Algo similar ocurrió cuando el sitio era apenas un proyecto. Para el sitio, los infieles son un nicho como cualquier otro. “Así como hay sitios de citas para cristianos o asiáticos, vimos un mercado de personas que necesitaban un sitio para buscar pareja discretamente y lo aprovechamos“, afirma Benoliel. El resultado los ha llevado no solo a ser una empresa exitosa, sino a estar en el centro de las críticas. Y lejos de ponerse a la defensiva, la han alimentado y aprovechado.

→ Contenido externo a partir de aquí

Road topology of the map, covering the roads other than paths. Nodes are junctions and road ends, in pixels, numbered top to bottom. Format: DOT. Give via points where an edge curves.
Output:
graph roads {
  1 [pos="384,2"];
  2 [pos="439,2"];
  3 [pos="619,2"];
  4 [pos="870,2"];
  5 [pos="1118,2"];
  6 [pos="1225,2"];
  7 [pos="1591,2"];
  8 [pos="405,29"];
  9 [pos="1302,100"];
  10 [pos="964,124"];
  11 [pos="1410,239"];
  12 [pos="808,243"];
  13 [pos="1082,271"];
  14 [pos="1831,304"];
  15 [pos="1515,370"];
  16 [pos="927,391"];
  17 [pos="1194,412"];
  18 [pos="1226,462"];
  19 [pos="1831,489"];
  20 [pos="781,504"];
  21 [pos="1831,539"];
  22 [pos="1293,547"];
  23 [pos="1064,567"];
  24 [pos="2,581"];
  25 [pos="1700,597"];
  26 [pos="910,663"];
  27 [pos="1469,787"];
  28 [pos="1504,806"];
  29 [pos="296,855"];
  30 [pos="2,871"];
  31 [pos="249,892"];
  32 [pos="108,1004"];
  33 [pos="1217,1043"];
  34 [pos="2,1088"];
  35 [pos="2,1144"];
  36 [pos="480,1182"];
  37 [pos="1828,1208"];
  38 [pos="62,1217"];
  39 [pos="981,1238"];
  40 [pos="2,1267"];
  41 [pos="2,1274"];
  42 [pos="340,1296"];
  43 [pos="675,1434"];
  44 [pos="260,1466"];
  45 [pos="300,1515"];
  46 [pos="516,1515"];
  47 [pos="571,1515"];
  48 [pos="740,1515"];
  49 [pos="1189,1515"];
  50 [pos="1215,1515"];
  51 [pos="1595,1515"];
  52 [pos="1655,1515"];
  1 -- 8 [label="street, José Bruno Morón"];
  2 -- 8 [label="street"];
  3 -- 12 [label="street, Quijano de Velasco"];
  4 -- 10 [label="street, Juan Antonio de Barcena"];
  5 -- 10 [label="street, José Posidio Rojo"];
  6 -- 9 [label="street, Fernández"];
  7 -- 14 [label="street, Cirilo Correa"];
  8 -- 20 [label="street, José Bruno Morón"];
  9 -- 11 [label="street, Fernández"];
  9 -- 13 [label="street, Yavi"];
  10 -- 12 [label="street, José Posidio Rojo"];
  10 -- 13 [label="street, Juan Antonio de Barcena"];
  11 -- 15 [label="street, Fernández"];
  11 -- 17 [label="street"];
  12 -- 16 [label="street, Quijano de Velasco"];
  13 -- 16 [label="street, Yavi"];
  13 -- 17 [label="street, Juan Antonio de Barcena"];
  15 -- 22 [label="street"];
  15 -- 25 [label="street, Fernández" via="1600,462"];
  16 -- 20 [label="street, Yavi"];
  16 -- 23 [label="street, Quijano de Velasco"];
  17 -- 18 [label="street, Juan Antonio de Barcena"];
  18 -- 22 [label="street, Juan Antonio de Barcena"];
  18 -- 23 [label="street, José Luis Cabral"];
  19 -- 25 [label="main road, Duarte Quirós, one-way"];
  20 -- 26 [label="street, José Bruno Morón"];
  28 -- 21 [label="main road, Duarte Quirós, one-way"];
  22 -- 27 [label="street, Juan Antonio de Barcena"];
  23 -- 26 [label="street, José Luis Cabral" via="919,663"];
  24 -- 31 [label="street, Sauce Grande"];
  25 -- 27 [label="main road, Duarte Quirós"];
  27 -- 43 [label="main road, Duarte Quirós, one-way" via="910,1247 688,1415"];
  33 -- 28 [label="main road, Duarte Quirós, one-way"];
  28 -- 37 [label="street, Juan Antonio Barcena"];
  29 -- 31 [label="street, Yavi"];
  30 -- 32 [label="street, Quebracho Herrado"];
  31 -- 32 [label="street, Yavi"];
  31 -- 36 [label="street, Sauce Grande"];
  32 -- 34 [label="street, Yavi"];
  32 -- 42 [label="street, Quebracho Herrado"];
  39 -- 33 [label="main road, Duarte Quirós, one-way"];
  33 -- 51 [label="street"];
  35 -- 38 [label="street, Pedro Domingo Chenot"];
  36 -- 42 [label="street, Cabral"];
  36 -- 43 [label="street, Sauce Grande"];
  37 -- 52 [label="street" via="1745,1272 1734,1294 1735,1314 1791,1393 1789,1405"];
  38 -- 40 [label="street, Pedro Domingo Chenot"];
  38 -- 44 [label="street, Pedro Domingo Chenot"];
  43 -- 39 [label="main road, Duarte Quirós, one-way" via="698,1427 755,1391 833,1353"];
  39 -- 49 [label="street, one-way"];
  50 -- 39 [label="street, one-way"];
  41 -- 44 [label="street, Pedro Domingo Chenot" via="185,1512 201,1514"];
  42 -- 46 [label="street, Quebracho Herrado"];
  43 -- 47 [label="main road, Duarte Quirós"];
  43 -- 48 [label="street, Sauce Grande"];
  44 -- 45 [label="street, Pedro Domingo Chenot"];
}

Su publicidad ha sido prohibida por aeropuertos y sistemas de transporte público en Estados Unidos y Canadá, e incluso la NBC rechazó un anuncio del sitio en el Super Bowl de 2009. Pero cuando los avisos han sido publicados, también han generado polémica. Uno de ellos, aparecido en un diario gratuito de Nueva York, irritó a muchas personas al publicar la foto de una mujer con sobrepeso con el texto “¿Te asustó tu esposa anoche?” Además, el sitio utiliza la imagen de infieles famosos –políticos, actores o celebridades– para promocionar sus servicios. Si los personajes de la foto los hubieran usado, dicen los anuncios, no habrían sido descubiertos.
El aviso con el que anunciaron su llegada a Colombia fue de ese mismo estilo. Mientras en ese momento el país se enteraba de la contratación de prostitutas por parte de agentes del Servicio Secreto, el sitio puso una valla en Bogotá anunciando que el “Servicio Secreto de Estados Unidos llegó a Colombia“.
Benoliel admite que “es difícil encontrar espacio para nuestra publicidad, pero es una buena manera para comenzar a hablar sobre estas cosas“. Según dice, “hay una doble moral con respecto a la infidelidad“. El éxito de Ashley Madison muestra que la gente de hecho es infiel, pero la reticencia que causa el sitio muestra que no es un tema que muchos acepten que se discuta en público. Paradójicamente, eso es lo que hace que Ashley Madison sea el negocio millonario que es.